Arts patron Agnes Gund of America has collected many of these works made by prisoners to use in her Agnes Gund’s Art For Justice Fund. She is attempting to help fund criminal justice reform organizations by obtaining the works so she can resell them to institutes such as Drawing Center, Aldrich Contemporary Art Museum and the New Museum. Some of contemporary arts big names, such as Ai Weiwei, Wolfgang Tillmans, Annie Morris, Carolina Mazzolari and Idris Kahn, have collaborated in creating these different forms of art.
Beginning in March 2020, Sotheby’s featured eight pieces from Fine Cell Work up for silent auction.
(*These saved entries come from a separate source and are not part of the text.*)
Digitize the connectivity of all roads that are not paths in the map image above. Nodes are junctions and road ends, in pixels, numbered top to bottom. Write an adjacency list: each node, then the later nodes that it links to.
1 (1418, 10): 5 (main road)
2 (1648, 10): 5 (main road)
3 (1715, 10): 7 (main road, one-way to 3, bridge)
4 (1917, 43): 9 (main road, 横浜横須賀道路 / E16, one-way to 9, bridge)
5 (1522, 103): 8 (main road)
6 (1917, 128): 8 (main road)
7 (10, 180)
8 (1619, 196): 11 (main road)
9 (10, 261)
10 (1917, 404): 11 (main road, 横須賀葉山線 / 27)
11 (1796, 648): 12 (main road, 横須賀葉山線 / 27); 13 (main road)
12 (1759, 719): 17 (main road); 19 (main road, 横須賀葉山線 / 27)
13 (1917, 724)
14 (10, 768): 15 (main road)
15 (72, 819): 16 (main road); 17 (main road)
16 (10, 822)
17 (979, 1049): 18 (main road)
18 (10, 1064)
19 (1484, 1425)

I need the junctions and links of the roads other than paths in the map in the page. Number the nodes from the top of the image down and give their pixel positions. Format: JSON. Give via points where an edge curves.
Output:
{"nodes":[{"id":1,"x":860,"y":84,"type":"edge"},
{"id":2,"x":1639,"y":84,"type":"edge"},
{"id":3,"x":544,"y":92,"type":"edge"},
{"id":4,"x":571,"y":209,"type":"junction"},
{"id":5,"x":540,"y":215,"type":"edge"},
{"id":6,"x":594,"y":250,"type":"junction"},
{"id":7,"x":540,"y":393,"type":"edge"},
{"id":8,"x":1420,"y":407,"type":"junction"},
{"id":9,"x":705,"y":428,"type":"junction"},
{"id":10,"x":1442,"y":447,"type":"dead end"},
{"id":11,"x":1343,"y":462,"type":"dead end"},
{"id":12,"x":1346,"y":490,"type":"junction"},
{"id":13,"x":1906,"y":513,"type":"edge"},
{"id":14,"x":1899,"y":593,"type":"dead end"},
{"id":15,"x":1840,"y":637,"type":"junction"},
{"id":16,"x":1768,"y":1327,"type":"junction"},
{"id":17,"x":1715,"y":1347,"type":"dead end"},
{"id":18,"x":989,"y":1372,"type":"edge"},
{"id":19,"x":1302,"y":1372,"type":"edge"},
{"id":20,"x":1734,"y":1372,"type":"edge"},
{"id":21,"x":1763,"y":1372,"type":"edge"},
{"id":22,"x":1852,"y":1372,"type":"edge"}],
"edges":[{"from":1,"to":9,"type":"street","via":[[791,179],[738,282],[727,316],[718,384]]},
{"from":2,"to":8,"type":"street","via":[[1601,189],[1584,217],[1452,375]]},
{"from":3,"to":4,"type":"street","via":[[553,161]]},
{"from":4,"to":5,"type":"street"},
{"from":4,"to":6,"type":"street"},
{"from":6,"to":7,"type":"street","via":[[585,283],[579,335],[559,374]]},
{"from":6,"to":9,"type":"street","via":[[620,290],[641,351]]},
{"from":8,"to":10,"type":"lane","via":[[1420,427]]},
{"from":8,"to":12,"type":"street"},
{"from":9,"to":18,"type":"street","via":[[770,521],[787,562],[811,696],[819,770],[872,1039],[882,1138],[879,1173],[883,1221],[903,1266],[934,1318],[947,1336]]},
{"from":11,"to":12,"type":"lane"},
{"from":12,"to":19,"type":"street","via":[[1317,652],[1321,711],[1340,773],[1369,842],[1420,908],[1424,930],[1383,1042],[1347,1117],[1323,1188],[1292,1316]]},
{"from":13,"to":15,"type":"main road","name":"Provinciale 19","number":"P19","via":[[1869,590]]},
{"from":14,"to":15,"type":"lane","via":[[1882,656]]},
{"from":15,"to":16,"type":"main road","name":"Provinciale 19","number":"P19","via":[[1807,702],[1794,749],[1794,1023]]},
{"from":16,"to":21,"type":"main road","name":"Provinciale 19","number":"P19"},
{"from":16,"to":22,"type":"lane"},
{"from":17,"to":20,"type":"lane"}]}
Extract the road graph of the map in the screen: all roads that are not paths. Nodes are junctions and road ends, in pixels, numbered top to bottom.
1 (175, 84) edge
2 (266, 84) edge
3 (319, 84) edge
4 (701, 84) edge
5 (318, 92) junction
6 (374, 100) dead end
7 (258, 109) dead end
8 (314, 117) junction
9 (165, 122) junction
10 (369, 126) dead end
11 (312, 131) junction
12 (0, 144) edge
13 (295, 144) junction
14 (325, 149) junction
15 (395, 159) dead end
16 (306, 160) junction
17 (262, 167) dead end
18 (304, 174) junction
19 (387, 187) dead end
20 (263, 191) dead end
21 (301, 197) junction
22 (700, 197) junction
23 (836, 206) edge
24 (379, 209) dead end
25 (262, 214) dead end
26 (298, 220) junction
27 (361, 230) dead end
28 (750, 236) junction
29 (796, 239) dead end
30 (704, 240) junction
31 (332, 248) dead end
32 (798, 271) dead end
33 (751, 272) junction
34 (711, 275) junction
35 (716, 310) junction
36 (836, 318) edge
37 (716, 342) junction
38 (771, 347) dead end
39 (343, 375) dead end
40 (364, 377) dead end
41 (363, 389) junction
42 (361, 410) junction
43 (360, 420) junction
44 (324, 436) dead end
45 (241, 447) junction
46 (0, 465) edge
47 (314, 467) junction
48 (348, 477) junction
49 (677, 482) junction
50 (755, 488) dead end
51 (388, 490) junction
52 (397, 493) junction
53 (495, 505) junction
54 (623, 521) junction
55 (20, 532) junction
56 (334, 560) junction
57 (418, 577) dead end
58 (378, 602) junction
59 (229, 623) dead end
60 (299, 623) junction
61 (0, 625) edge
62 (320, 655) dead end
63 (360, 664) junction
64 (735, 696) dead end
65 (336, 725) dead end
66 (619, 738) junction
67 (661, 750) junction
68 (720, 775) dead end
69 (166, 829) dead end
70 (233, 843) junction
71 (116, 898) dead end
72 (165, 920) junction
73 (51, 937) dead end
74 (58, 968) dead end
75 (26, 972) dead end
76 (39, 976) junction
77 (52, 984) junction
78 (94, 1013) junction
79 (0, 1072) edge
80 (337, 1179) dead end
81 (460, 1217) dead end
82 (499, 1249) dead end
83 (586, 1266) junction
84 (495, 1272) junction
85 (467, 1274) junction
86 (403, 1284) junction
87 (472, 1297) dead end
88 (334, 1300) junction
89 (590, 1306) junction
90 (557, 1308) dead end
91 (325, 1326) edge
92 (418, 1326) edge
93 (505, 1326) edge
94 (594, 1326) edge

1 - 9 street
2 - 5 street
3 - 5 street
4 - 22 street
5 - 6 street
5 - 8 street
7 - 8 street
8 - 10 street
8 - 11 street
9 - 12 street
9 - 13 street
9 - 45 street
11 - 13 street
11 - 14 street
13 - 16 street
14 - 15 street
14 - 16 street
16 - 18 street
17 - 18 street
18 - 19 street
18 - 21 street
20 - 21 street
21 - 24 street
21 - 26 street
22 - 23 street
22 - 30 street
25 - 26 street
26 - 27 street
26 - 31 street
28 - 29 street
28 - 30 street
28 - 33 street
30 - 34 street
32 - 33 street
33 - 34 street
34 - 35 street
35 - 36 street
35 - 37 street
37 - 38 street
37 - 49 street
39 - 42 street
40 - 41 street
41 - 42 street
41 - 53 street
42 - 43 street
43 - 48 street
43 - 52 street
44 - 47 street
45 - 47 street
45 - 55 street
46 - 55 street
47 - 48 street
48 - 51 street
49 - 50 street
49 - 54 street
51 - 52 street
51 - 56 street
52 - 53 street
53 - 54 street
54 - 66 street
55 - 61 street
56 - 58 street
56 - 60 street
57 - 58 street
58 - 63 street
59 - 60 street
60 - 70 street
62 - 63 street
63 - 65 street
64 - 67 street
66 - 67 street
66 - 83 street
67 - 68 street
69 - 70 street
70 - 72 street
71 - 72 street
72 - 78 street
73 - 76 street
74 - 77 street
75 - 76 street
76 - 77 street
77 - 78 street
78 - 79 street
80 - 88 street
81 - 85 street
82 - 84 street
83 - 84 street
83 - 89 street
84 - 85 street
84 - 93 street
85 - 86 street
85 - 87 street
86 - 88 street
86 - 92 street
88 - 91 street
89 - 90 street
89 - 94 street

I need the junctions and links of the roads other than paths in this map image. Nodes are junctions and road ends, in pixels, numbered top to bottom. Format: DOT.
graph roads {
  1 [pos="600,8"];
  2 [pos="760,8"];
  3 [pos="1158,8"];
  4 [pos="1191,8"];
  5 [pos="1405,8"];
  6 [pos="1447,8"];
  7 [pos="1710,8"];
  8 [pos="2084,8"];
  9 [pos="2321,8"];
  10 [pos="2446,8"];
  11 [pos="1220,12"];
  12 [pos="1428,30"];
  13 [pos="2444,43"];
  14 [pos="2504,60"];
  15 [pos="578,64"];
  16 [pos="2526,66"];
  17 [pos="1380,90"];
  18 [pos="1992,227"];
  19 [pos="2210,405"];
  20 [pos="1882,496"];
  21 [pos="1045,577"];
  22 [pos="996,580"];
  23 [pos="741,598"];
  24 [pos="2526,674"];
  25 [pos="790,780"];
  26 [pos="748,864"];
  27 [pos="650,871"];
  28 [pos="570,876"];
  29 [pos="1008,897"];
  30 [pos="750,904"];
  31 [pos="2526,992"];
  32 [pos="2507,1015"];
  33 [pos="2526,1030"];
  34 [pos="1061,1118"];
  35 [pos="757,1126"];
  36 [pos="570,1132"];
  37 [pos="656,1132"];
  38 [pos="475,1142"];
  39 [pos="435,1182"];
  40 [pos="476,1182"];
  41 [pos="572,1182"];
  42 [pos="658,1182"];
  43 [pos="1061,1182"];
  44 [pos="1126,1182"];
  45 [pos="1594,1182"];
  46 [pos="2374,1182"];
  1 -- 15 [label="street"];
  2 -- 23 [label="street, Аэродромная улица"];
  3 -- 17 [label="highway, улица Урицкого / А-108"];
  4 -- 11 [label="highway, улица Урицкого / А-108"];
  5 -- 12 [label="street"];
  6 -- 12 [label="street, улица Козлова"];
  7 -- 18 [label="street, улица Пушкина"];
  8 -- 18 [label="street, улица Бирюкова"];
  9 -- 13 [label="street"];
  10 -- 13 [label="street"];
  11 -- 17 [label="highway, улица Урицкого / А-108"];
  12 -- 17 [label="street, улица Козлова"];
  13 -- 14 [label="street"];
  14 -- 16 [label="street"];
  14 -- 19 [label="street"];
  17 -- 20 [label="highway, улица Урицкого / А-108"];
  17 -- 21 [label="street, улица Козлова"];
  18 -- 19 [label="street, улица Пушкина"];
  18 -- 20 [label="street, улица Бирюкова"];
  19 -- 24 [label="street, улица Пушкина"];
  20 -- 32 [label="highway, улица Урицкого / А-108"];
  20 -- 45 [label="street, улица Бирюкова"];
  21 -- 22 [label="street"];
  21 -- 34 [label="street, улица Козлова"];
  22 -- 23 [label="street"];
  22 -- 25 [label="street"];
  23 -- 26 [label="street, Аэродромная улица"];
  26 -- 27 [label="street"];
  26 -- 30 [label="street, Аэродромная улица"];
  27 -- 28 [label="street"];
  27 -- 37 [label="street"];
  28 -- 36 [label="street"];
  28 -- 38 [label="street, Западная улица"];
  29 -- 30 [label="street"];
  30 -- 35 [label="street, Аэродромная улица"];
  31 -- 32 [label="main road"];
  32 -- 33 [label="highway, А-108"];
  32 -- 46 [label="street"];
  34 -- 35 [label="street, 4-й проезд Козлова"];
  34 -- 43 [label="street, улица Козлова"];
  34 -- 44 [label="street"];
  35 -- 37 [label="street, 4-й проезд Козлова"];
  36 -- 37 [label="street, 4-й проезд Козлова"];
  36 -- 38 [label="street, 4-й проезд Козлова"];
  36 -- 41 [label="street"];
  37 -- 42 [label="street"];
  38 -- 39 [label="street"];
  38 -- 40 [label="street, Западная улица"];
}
The organization also helps place ex-prisoners with jobs upon release, through its Open the Gate program. Within the last year alone, they have provided experience, training and opportunities and helped to place 25 former prisoners with jobs.
“Fine Cell has helped me get through over twelve years behind a cell door,” said one of the prisoners in the program. “It’s given me a sense of purpose and taught me so many new skills. Showed me that I’m not worthless, not useless, that I can learn, I can be creative, I can make things of beauty that other people appreciate.”